→ **Problem**
Repeat the records. Leave nothing out.

→ **Source material**
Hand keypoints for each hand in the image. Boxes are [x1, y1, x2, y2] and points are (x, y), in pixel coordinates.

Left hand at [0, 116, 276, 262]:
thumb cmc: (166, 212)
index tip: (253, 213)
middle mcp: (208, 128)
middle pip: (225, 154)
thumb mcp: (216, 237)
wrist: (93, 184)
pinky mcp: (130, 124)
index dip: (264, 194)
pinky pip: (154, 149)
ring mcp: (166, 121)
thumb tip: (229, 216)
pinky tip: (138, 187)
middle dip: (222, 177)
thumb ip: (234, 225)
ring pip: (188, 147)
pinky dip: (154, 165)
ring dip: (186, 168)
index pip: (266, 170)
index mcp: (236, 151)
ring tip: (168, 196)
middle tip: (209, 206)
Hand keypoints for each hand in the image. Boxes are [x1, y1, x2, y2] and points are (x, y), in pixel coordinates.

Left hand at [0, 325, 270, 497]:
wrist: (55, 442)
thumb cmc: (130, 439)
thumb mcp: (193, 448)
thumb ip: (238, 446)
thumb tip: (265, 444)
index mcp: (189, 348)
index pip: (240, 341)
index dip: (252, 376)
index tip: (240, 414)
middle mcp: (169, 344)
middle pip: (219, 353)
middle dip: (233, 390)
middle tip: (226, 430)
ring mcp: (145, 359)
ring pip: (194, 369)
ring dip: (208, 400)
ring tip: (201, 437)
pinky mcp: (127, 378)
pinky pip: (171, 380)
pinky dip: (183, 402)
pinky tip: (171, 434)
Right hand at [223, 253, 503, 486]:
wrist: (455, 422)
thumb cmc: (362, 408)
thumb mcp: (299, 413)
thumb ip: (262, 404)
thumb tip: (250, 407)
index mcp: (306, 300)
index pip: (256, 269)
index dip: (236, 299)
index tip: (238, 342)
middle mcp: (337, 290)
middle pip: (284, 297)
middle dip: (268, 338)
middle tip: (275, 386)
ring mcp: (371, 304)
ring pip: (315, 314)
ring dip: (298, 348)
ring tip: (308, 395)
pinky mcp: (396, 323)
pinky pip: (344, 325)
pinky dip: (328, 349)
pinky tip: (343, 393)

→ **Expected output**
Hand keypoints for each hand in the image. Boxes are [x1, y1, x2, y2] and points are (x, y), in pixel coordinates.

Left hand at [0, 116, 276, 262]:
thumb cmc: (166, 212)
index tip: (253, 213)
middle mcp: (208, 128)
middle pip: (225, 154)
thumb mcp: (216, 237)
wrist: (93, 184)
pinky mcp: (130, 124)
index dip: (264, 194)
pinky pip: (154, 149)
ring mcp: (166, 121)
thumb tip: (229, 216)
pinky tip: (138, 187)
middle dip: (222, 177)
thumb ip: (234, 225)
ring pip: (188, 147)
pinky dip: (154, 165)
ring dip: (186, 168)
index pip: (266, 170)
index mcp: (236, 151)
ring tip: (168, 196)
middle tip: (209, 206)
Hand keypoints for each hand in the image. Boxes are [x1, y1, x2, y2] and points are (x, y), in pixel coordinates.

Left hand at [0, 325, 270, 497]:
wrist: (55, 442)
thumb cmc: (130, 439)
thumb mcp: (193, 448)
thumb ip: (238, 446)
thumb tip: (265, 444)
index mcp: (189, 348)
index pip: (240, 341)
index dip: (252, 376)
index tip: (240, 414)
middle mcp: (169, 344)
middle pip: (219, 353)
middle dip: (233, 390)
middle tip: (226, 430)
ring mcp: (145, 359)
ring pip: (194, 369)
ring dip: (208, 400)
ring tip: (201, 437)
pinky mcp: (127, 378)
pinky pip: (171, 380)
pinky dip: (183, 402)
pinky tip: (171, 434)
Right hand at [223, 253, 503, 486]:
wrist: (455, 422)
thumb cmc: (362, 408)
thumb mcp: (299, 413)
thumb ip: (262, 404)
thumb tip: (250, 407)
index mcp: (306, 300)
index pip: (256, 269)
index dip: (236, 299)
index tip: (238, 342)
middle mcp: (337, 290)
middle pip: (284, 297)
middle dip: (268, 338)
middle tip: (275, 386)
ring mcp: (371, 304)
ring pip: (315, 314)
ring dip: (298, 348)
ring tip: (308, 395)
pinky mcp: (396, 323)
pinky pip: (344, 325)
pinky dip: (328, 349)
pinky tip: (343, 393)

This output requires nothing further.